A la page 8, le tableau numéro 2 explique le taux de la production de patate douce dans le village de Musyenene, les résultats de la figure 2 montrent en outre, que dans les champs des agriculteurs de Musienene, le rendement estimé en racines tubéreuses est de 8,4 t/ha pour la variété Elengi ou PDL supérieur au rendement estimé de Lukanga (variété Mbaiteka), Kimbulu (variété Kikoma), Lubero (variété Elengi) et Mulo (variété Tembela) avec respectivement 6,8 ; 6,2 ; 5,9 et 5,6 t/ha.
Ces différences de rendement peuvent s’expliquer de deux manières, premièrement le rendement en racines tubéreuses est un facteur variétal (Gurmu, 2015). Il y a des variétés qui sont potentiellement productives que d’autres. Le deuxième facteur se rapporte aux techniques culturales qui sont différentes d’un milieu à un autre. Le facteur altitudinal et la fertilité de sols jouent aussi un effet important. Lubero et Mulo sont caractérisés par des bas-fonds qui sont pour la plupart de cas, gorgés d’eau rendant difficile la tubérisation. Ces différents rendements estimés sont inférieurs à celui enregistré dans la chefferie des Baswagha qui est de 8 t/ha (AGRIPEL TERRITOIRE DE LUBERO, 2018), bien que même celui de la chefferie soit inférieur au rendement moyen africain qui est de 12 t/ha (FAOSTAT, 2019).
Utilité de la culture de patate douce en Musienene-Lubero
Les résultats de la recherche prouvent l’existence d’une dépendance entre les localités et les paramètres portant sur l’utilisation des produits issus de la culture de patate douce. S’agissant de la cueillette, 11.0% pratiquent la cueillette des feuilles soit pour l’alimentation humaine (variété Matembela) soit pour l’alimentation animale.

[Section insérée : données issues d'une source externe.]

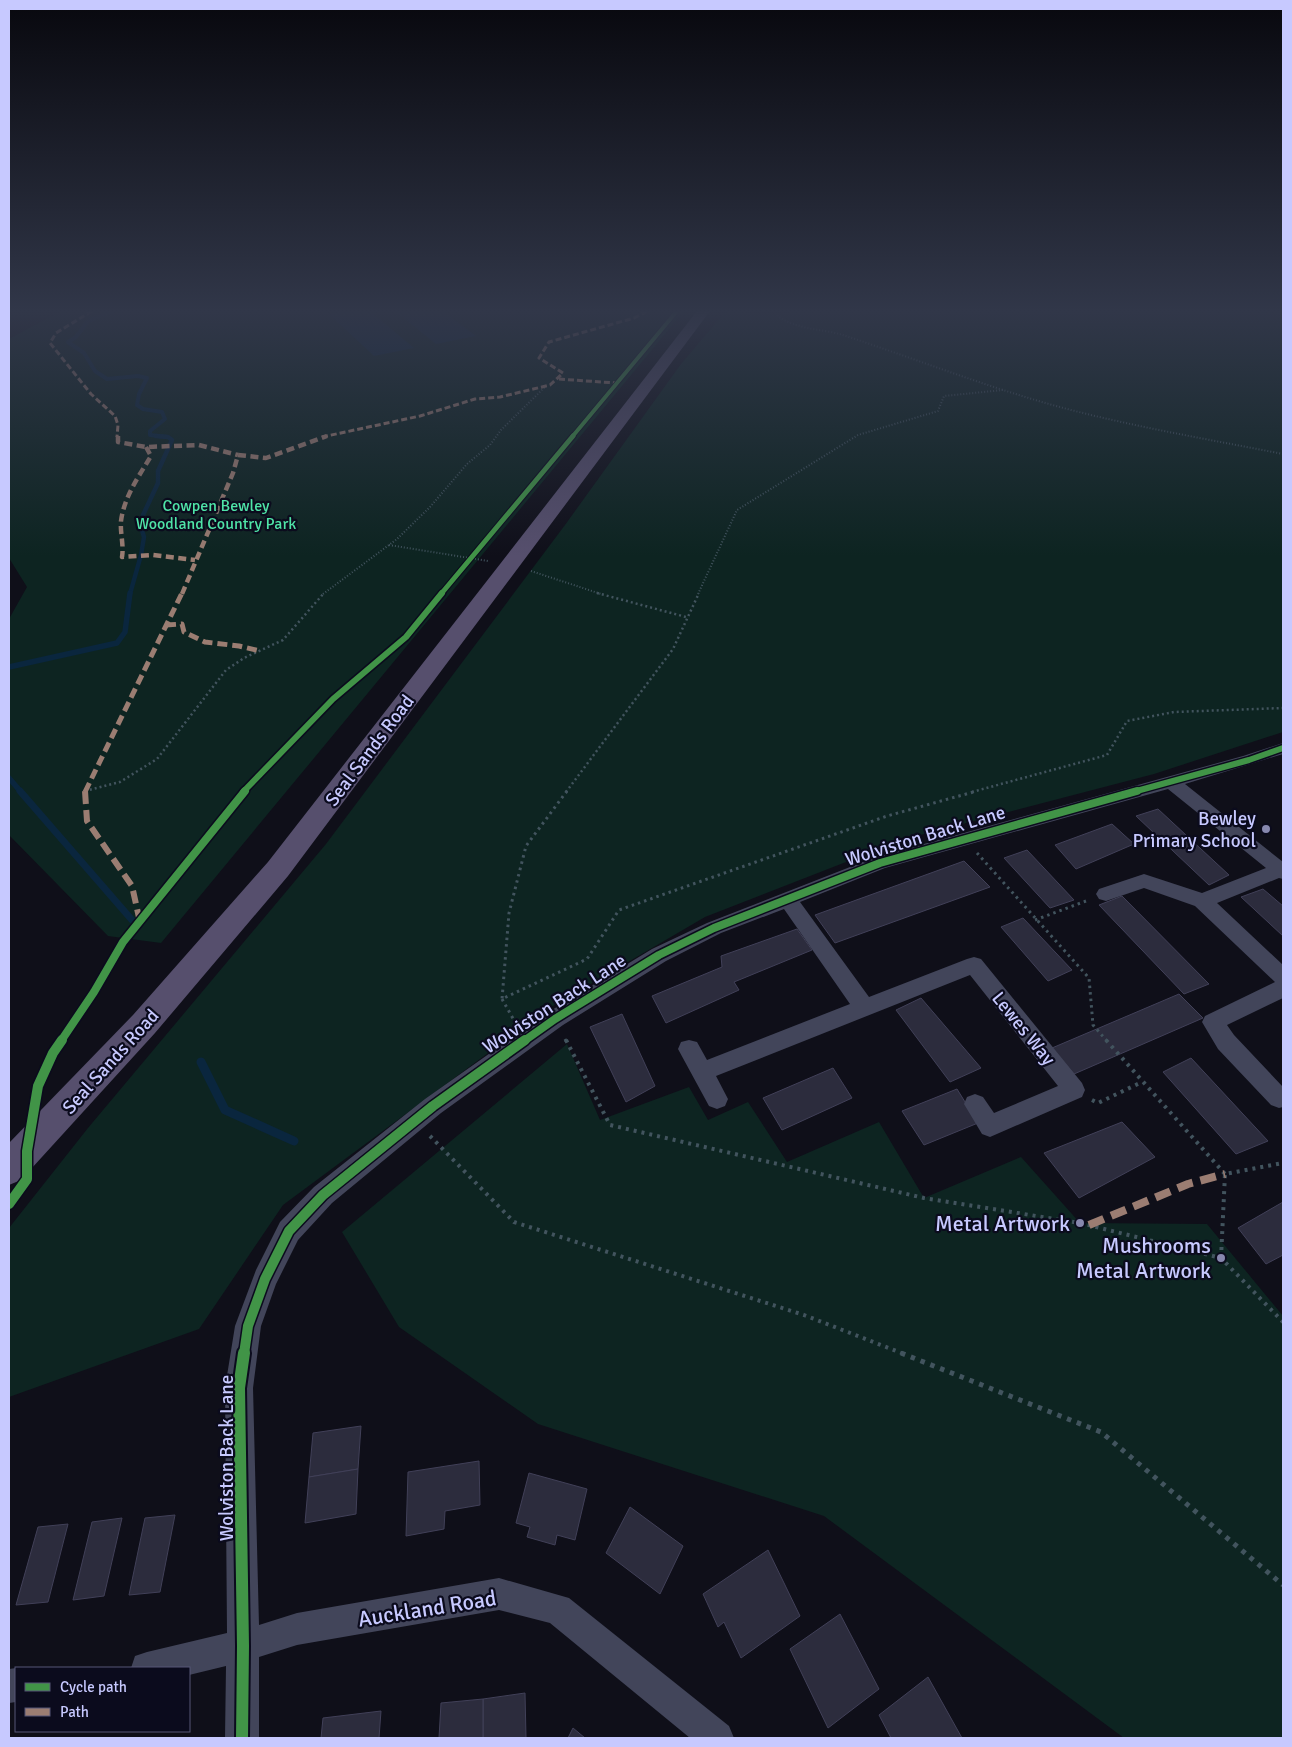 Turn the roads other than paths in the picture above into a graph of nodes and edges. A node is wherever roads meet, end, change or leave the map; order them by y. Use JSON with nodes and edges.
{"nodes":[{"id":1,"x":642,"y":393,"type":"edge"},
{"id":2,"x":1283,"y":748,"type":"edge"},
{"id":3,"x":1171,"y":782,"type":"junction"},
{"id":4,"x":1282,"y":871,"type":"edge"},
{"id":5,"x":1106,"y":894,"type":"road end"},
{"id":6,"x":787,"y":898,"type":"junction"},
{"id":7,"x":1202,"y":902,"type":"junction"},
{"id":8,"x":1283,"y":978,"type":"edge"},
{"id":9,"x":1283,"y":988,"type":"edge"},
{"id":10,"x":864,"y":1007,"type":"junction"},
{"id":11,"x":689,"y":1049,"type":"dead end"},
{"id":12,"x":702,"y":1072,"type":"junction"},
{"id":13,"x":1279,"y":1098,"type":"dead end"},
{"id":14,"x":717,"y":1099,"type":"dead end"},
{"id":15,"x":975,"y":1104,"type":"dead end"},
{"id":16,"x":9,"y":1168,"type":"edge"},
{"id":17,"x":243,"y":1646,"type":"junction"},
{"id":18,"x":151,"y":1667,"type":"edge"},
{"id":19,"x":242,"y":1738,"type":"edge"},
{"id":20,"x":717,"y":1738,"type":"edge"}],
"edges":[{"from":1,"to":16,"type":"main road","name":"Seal Sands Road"},
{"from":2,"to":3,"type":"street","name":"Wolviston Back Lane"},
{"from":3,"to":4,"type":"street"},
{"from":3,"to":6,"type":"street","name":"Wolviston Back Lane"},
{"from":4,"to":7,"type":"street"},
{"from":5,"to":7,"type":"street"},
{"from":6,"to":10,"type":"street"},
{"from":6,"to":17,"type":"street","name":"Wolviston Back Lane"},
{"from":7,"to":8,"type":"street"},
{"from":9,"to":13,"type":"street"},
{"from":10,"to":12,"type":"street","name":"Lewes Way"},
{"from":10,"to":15,"type":"street","name":"Lewes Way"},
{"from":11,"to":12,"type":"street"},
{"from":12,"to":14,"type":"street"},
{"from":17,"to":18,"type":"street","name":"Auckland Road"},
{"from":17,"to":19,"type":"street","name":"Wolviston Back Lane"},
{"from":17,"to":20,"type":"street","name":"Auckland Road"}]} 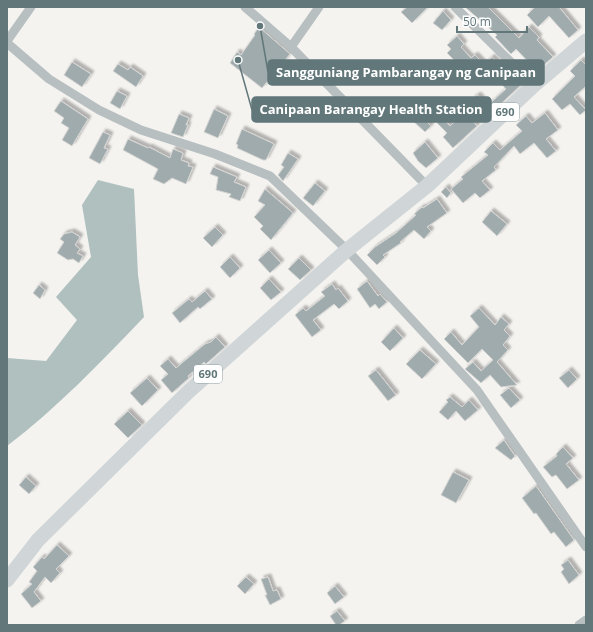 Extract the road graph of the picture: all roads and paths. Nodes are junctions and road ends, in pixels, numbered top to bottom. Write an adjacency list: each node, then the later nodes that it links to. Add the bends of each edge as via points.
1 (31, 7): 6 (street)
2 (245, 7): 7 (street)
3 (319, 7): 7 (street)
4 (455, 7): 8 (street)
5 (586, 41): 8 (main road, 690)
6 (7, 42): 10 (street, via 49,79 99,110 141,130 215,154 270,176)
7 (291, 46): 9 (street)
8 (534, 85): 9 (main road, 690)
9 (427, 186): 10 (main road, 690)
10 (347, 250): 11 (street, via 477,390); 12 (main road, 690, via 188,392 38,540)
11 (586, 546)
12 (7, 580)
13 (586, 620): 14 (street)
14 (579, 625) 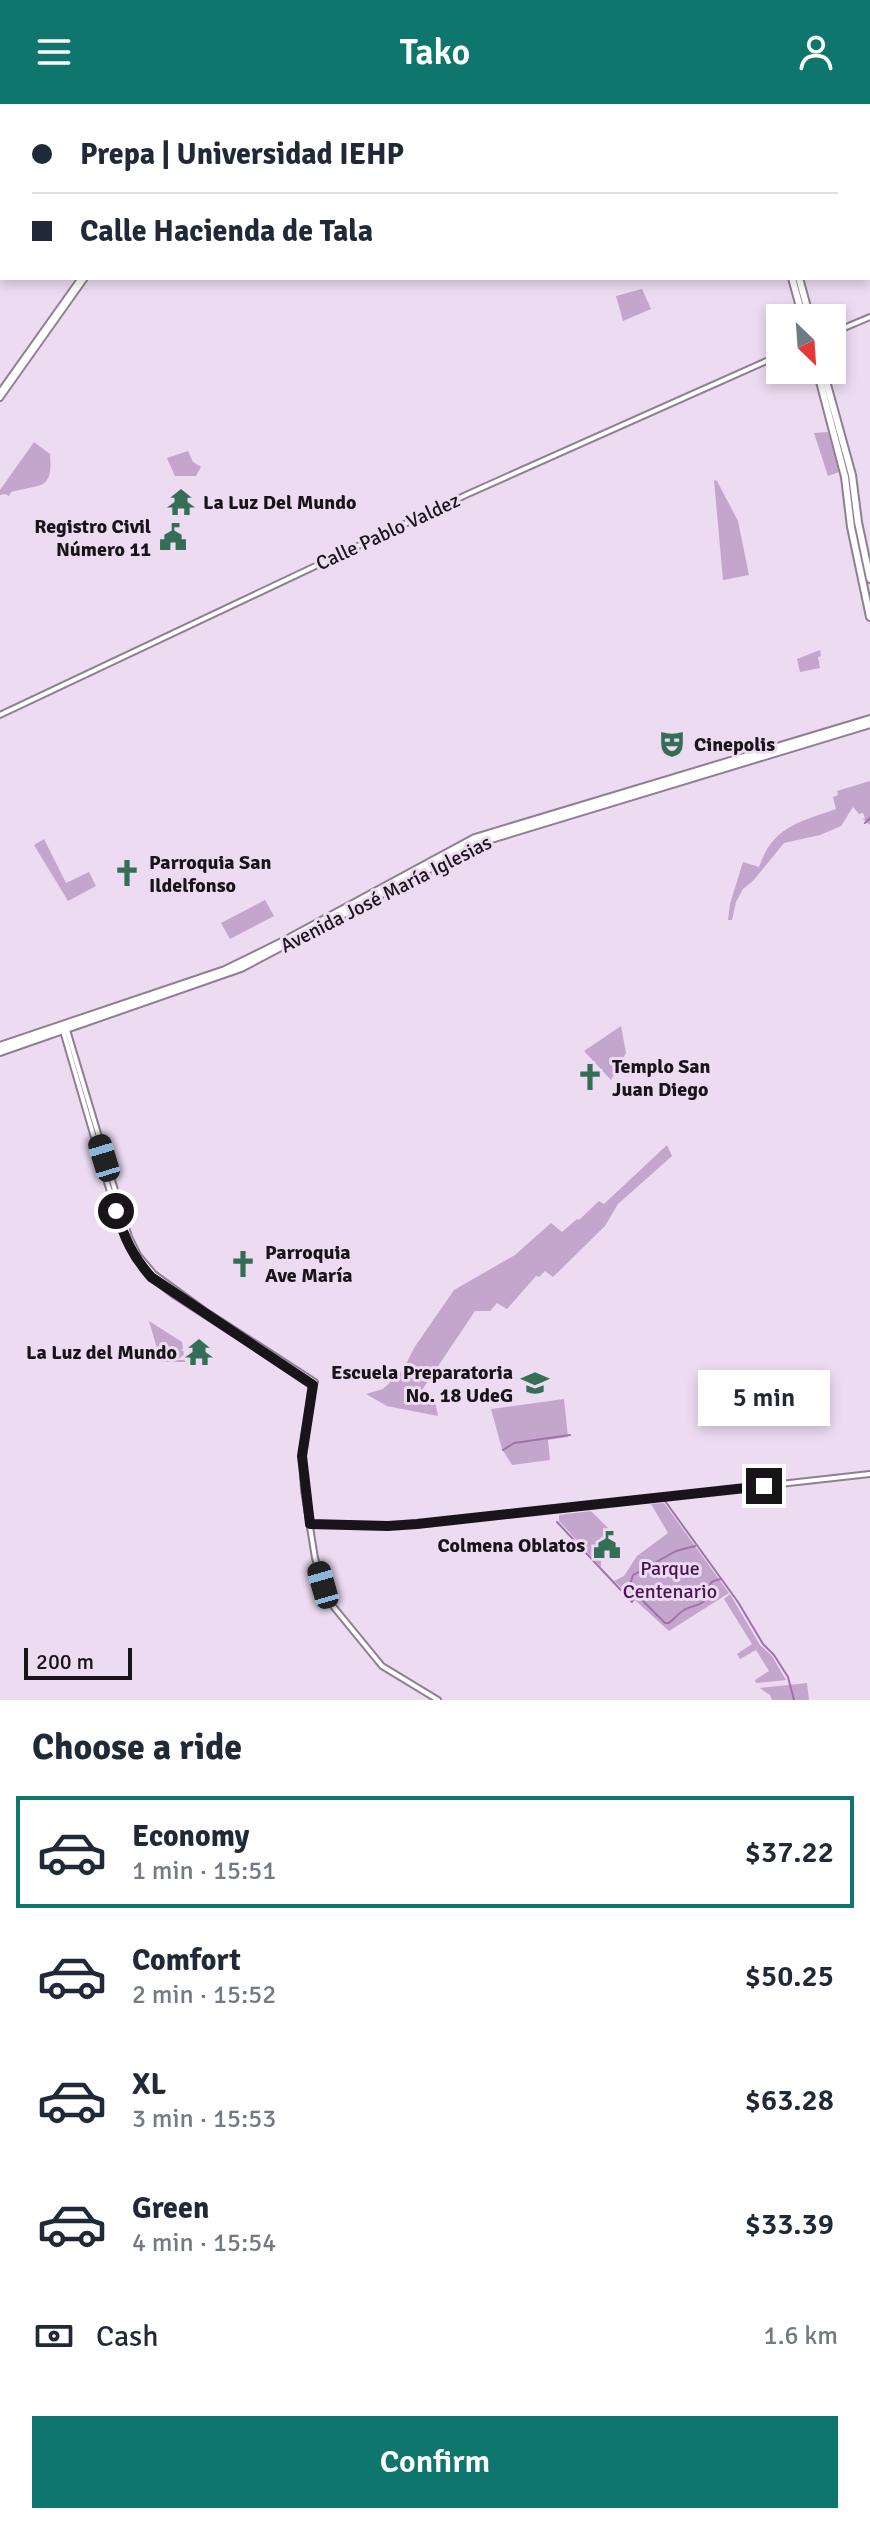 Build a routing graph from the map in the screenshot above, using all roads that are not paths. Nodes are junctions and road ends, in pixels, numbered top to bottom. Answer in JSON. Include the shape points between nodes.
{"nodes":[{"id":1,"x":82,"y":280,"type":"edge"},
{"id":2,"x":793,"y":280,"type":"edge"},
{"id":3,"x":800,"y":280,"type":"edge"},
{"id":4,"x":799,"y":304,"type":"edge"},
{"id":5,"x":806,"y":304,"type":"edge"},
{"id":6,"x":870,"y":317,"type":"edge"},
{"id":7,"x":846,"y":327,"type":"edge"},
{"id":8,"x":766,"y":361,"type":"edge"},
{"id":9,"x":821,"y":384,"type":"edge"},
{"id":10,"x":827,"y":384,"type":"edge"},
{"id":11,"x":0,"y":395,"type":"edge"},
{"id":12,"x":870,"y":579,"type":"edge"},
{"id":13,"x":870,"y":617,"type":"edge"},
{"id":14,"x":0,"y":715,"type":"edge"},
{"id":15,"x":870,"y":722,"type":"edge"},
{"id":16,"x":64,"y":1027,"type":"junction"},
{"id":17,"x":0,"y":1046,"type":"edge"},
{"id":18,"x":0,"y":1052,"type":"edge"},
{"id":19,"x":870,"y":1474,"type":"edge"},
{"id":20,"x":310,"y":1524,"type":"junction"},
{"id":21,"x":438,"y":1700,"type":"edge"}],
"edges":[{"from":1,"to":11,"type":"street"},
{"from":2,"to":4,"type":"main road"},
{"from":3,"to":5,"type":"main road"},
{"from":6,"to":7,"type":"street"},
{"from":8,"to":14,"type":"street","name":"Calle Pablo Valdez"},
{"from":9,"to":13,"type":"main road","via":[[845,477]]},
{"from":10,"to":12,"type":"main road","via":[[852,475]]},
{"from":15,"to":16,"type":"main road","name":"Avenida José María Iglesias","via":[[475,838],[225,970]]},
{"from":16,"to":17,"type":"main road","name":"Avenida José María Iglesias"},
{"from":16,"to":18,"type":"main road","name":"Avenida José María Iglesias"},
{"from":16,"to":20,"type":"street","via":[[107,1182],[135,1258],[174,1295],[314,1384],[302,1456]]},
{"from":19,"to":20,"type":"street","via":[[417,1524]]},
{"from":20,"to":21,"type":"street","via":[[328,1600],[382,1666]]}]}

Par contre, 89.0% des enquêtés ne cueillent pas les feuilles. Concernant l’utilisation des racines, la majorité des enquêtés soit 58.0% consomment les racines tubéreuses sous différentes formes notamment bouillies (90.0%) et grillées (10.0%). Trente-six pourcent vendent leur produit de récolte dont 61.0% utilisent le profit pour la diversification alimentaire, 19.0% pour la scolarisation des enfants. Selon l’Organisation des Nations Unies pour l’Agriculture et l’Alimentation (FAO), une grande partie de la production des racines tubéreuses de patate douce des pays de l’Afrique subsaharienne est destinée à l’alimentation humaine contrairement à la Chine où près de 90% de la production intervient dans l’alimentation du bétail (Gurmu, 2015).
Par ailleurs, la patate douce est considérée comme une culture de subsistance dans des nombreux pays africains intervenant souvent dans l’alimentation familiale. Après la vente de leur patate douce au niveau de nombreux marchés du territoire de Lubero, bon nombre de mamans vendeuses de denrées alimentaires rentrent dans les villages de résidence avec du poisson pour la diversification de leur régime alimentaire des ménages.